> [Exercise]
Show each line of the records in which the word "RUTA" occurs.

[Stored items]

· · · · ·

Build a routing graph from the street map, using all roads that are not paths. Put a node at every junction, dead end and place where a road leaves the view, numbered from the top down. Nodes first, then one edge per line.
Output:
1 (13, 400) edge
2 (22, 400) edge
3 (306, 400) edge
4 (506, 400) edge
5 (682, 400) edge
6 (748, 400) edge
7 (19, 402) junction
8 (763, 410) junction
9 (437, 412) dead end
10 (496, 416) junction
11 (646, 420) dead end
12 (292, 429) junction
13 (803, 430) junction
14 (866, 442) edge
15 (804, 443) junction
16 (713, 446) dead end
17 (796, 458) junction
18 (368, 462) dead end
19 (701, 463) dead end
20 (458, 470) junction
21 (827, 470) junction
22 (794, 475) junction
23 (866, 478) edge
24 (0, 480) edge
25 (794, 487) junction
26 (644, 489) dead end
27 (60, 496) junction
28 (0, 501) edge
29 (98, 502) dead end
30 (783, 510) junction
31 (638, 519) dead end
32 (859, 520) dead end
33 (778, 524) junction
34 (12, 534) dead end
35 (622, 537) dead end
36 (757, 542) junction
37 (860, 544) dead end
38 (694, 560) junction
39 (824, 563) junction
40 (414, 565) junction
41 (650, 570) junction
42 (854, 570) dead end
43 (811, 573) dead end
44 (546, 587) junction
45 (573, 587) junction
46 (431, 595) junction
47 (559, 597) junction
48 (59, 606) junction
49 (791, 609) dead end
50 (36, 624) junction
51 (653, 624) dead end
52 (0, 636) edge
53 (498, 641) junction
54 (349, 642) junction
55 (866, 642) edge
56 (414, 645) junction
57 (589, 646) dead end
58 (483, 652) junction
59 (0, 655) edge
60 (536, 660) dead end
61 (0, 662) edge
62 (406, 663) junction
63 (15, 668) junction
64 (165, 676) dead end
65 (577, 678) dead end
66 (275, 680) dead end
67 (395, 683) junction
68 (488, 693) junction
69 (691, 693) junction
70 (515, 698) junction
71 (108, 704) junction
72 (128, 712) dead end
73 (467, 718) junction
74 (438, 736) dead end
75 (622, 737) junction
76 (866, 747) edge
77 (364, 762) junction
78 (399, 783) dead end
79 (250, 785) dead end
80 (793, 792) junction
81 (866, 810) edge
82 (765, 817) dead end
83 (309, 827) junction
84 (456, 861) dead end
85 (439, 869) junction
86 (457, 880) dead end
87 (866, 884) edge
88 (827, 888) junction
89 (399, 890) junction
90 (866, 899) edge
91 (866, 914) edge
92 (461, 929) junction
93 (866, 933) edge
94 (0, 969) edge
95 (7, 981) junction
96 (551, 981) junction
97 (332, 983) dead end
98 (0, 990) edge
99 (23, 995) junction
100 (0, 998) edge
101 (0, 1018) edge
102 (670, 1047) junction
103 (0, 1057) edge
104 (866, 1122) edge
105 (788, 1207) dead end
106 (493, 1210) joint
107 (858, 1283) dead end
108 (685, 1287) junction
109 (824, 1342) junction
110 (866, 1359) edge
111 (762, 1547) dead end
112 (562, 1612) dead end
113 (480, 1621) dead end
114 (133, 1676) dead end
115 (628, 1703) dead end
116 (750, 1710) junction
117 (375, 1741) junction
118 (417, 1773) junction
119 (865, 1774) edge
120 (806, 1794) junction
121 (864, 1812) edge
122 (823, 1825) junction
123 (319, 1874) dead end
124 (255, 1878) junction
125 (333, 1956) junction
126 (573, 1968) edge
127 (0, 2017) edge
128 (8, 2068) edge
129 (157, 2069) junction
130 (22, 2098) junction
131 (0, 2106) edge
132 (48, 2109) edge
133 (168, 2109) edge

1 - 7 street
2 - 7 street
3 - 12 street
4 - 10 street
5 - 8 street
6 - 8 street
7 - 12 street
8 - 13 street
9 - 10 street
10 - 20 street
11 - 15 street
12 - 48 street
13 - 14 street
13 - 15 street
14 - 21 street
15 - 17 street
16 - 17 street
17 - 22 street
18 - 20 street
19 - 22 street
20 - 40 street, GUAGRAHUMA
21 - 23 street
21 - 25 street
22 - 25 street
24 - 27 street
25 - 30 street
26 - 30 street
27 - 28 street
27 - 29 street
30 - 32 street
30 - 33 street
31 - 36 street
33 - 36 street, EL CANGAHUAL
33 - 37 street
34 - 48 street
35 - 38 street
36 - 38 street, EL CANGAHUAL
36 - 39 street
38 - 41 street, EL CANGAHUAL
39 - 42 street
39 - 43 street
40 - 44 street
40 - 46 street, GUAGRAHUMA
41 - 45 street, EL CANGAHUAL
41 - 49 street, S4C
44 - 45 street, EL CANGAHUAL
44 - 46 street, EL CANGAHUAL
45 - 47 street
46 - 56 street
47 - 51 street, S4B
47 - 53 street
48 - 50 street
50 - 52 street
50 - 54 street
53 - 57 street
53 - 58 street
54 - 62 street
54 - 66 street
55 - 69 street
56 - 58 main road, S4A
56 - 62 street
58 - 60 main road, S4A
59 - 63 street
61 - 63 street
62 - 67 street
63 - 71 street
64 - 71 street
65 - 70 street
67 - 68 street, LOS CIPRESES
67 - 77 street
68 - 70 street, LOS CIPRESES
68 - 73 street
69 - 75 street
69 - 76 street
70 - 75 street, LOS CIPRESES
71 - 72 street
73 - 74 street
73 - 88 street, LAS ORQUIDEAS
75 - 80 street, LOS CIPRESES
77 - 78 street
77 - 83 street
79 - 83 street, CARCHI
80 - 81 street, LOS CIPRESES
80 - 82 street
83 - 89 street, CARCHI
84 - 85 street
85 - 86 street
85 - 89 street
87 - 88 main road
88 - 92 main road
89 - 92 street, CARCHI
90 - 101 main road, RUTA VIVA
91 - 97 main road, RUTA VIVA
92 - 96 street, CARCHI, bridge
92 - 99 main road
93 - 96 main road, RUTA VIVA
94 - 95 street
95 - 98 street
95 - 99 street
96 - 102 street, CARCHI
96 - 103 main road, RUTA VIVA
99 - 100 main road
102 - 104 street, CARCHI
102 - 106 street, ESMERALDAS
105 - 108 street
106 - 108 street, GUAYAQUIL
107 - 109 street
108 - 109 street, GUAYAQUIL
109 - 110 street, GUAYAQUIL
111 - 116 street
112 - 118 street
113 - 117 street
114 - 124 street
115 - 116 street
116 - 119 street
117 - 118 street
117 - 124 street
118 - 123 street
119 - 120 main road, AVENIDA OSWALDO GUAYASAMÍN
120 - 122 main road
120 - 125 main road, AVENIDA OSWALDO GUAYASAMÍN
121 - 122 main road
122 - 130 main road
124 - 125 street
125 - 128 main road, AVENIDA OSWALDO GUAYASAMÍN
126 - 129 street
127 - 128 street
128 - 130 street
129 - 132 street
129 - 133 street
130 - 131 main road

· · · · ·

> [Worked solution]
90 - 101 main road, RUTA VIVA
91 - 97 main road, RUTA VIVA
93 - 96 main road, RUTA VIVA
96 - 103 main road, RUTA VIVA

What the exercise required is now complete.